Ce diagnostic tardif n'est pas sans conséquences : les traumatismes crâniens sont la première cause de mortalité infantile dans les pays développés. Ils provoquent des conséquences à long terme chez les survivants telles que des encéphalopathies ou des troubles du développement.

Alerter les familles

Faute de pouvoir diagnostiquer rapidement, les médecins de Necker espèrent que leurs données motiveront les pouvoir publics à investir dans l'éducation, la formation et la prévention. « Notre but est d'alerter sur la gravité potentielle de ce type de lésions, via des campagnes d'information et de formation », précise le Pr Orliaguet, qui insiste sur le caractère prolongé de l'augmentation des violences.

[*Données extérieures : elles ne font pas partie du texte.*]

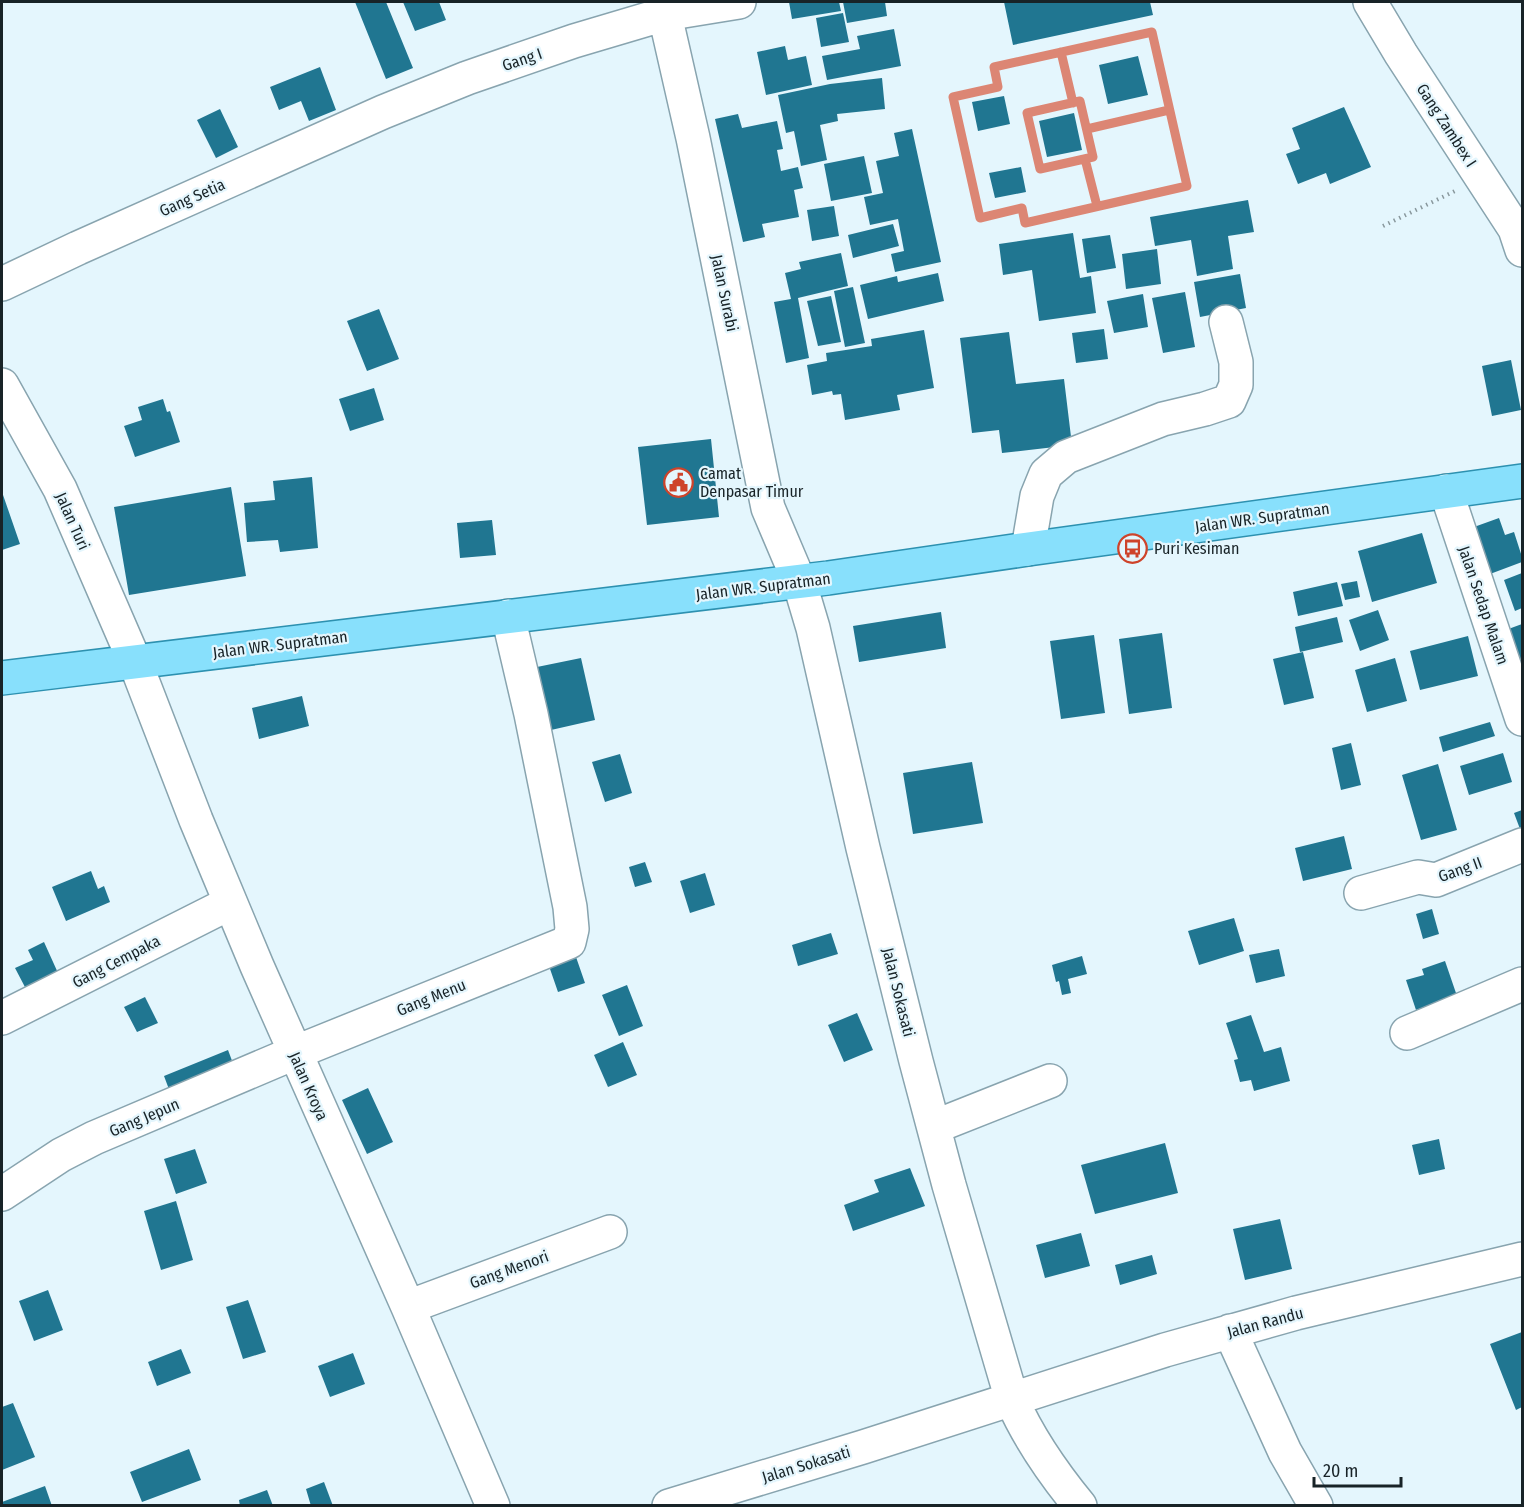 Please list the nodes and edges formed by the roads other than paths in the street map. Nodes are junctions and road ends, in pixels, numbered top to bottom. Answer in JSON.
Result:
{"nodes":[{"id":1,"x":740,"y":2,"type":"edge"},
{"id":2,"x":1370,"y":2,"type":"edge"},
{"id":3,"x":663,"y":8,"type":"edge"},
{"id":4,"x":383,"y":112,"type":"joint"},
{"id":5,"x":1520,"y":235,"type":"edge"},
{"id":6,"x":2,"y":284,"type":"edge"},
{"id":7,"x":1226,"y":322,"type":"dead end"},
{"id":8,"x":2,"y":385,"type":"edge"},
{"id":9,"x":1522,"y":481,"type":"edge"},
{"id":10,"x":1446,"y":491,"type":"junction"},
{"id":11,"x":1028,"y":549,"type":"junction"},
{"id":12,"x":800,"y":581,"type":"junction"},
{"id":13,"x":508,"y":616,"type":"junction"},
{"id":14,"x":135,"y":662,"type":"junction"},
{"id":15,"x":2,"y":678,"type":"edge"},
{"id":16,"x":1522,"y":718,"type":"edge"},
{"id":17,"x":1522,"y":845,"type":"edge"},
{"id":18,"x":1361,"y":893,"type":"dead end"},
{"id":19,"x":230,"y":903,"type":"junction"},
{"id":20,"x":1522,"y":984,"type":"edge"},
{"id":21,"x":2,"y":1018,"type":"edge"},
{"id":22,"x":1407,"y":1033,"type":"dead end"},
{"id":23,"x":294,"y":1053,"type":"junction"},
{"id":24,"x":1050,"y":1081,"type":"dead end"},
{"id":25,"x":934,"y":1127,"type":"junction"},
{"id":26,"x":2,"y":1194,"type":"edge"},
{"id":27,"x":610,"y":1232,"type":"dead end"},
{"id":28,"x":1522,"y":1259,"type":"edge"},
{"id":29,"x":408,"y":1307,"type":"junction"},
{"id":30,"x":1230,"y":1331,"type":"junction"},
{"id":31,"x":1012,"y":1400,"type":"junction"},
{"id":32,"x":493,"y":1506,"type":"edge"},
{"id":33,"x":669,"y":1506,"type":"edge"},
{"id":34,"x":1080,"y":1506,"type":"edge"},
{"id":35,"x":1316,"y":1506,"type":"edge"}],
"edges":[{"from":1,"to":3,"type":"street","name":"Gang I"},
{"from":2,"to":5,"type":"street","name":"Gang Zambex I"},
{"from":3,"to":4,"type":"street","name":"Gang I"},
{"from":3,"to":12,"type":"street","name":"Jalan Surabi"},
{"from":4,"to":6,"type":"street","name":"Gang Setia"},
{"from":7,"to":11,"type":"street"},
{"from":8,"to":14,"type":"street","name":"Jalan Turi"},
{"from":9,"to":10,"type":"main road","name":"Jalan WR. Supratman"},
{"from":10,"to":11,"type":"main road","name":"Jalan WR. Supratman"},
{"from":10,"to":16,"type":"street","name":"Jalan Sedap Malam"},
{"from":11,"to":12,"type":"main road","name":"Jalan WR. Supratman"},
{"from":12,"to":13,"type":"main road","name":"Jalan WR. Supratman"},
{"from":12,"to":25,"type":"street","name":"Jalan Sokasati"},
{"from":13,"to":14,"type":"main road","name":"Jalan WR. Supratman"},
{"from":13,"to":23,"type":"street","name":"Gang Menu"},
{"from":14,"to":15,"type":"main road","name":"Jalan WR. Supratman"},
{"from":14,"to":19,"type":"street","name":"Jalan Kroya"},
{"from":17,"to":18,"type":"street","name":"Gang II"},
{"from":19,"to":21,"type":"street","name":"Gang Cempaka"},
{"from":19,"to":23,"type":"street","name":"Jalan Kroya"},
{"from":20,"to":22,"type":"street"},
{"from":23,"to":26,"type":"street","name":"Gang Jepun"},
{"from":23,"to":29,"type":"street","name":"Jalan Kroya"},
{"from":24,"to":25,"type":"street"},
{"from":25,"to":31,"type":"street","name":"Jalan Sokasati"},
{"from":27,"to":29,"type":"street","name":"Gang Menori"},
{"from":28,"to":30,"type":"street","name":"Jalan Randu"},
{"from":29,"to":32,"type":"street","name":"Jalan Kroya"},
{"from":30,"to":31,"type":"street","name":"Jalan Randu"},
{"from":30,"to":35,"type":"street"},
{"from":31,"to":33,"type":"street","name":"Jalan Sokasati"},
{"from":31,"to":34,"type":"street","name":"Jalan Sokasati"}]}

Entre janvier et juillet 2022, l'hôpital Necker a déjà admis 16 nouveaux cas graves de bébés secoués. « Les effets de l'épidémie se font toujours sentir, constate-t-il. Il est probable que, lors des premières vagues, l'essentiel des moyens sanitaires a été consacré à la prise en charge de la Covid, et l'on a peut-être fait moins d'efforts d'informations et de préventions. Si nous sommes confrontés à d'autres crises de ce genre, il faudra maintenir un haut niveau de prévention et faire en sorte que l'information soit faite auprès des mamans, mais aussi des papas, majoritairement auteurs des violences en cas de maltraitance au sein de la cellule familiale. »

De telles campagnes d'information doivent toucher tous les milieux sociaux : « Ce que notre expérience nous a appris, c'est qu'aucune classe sociale n'est à l’abri », prévient le Pr Orliaguet.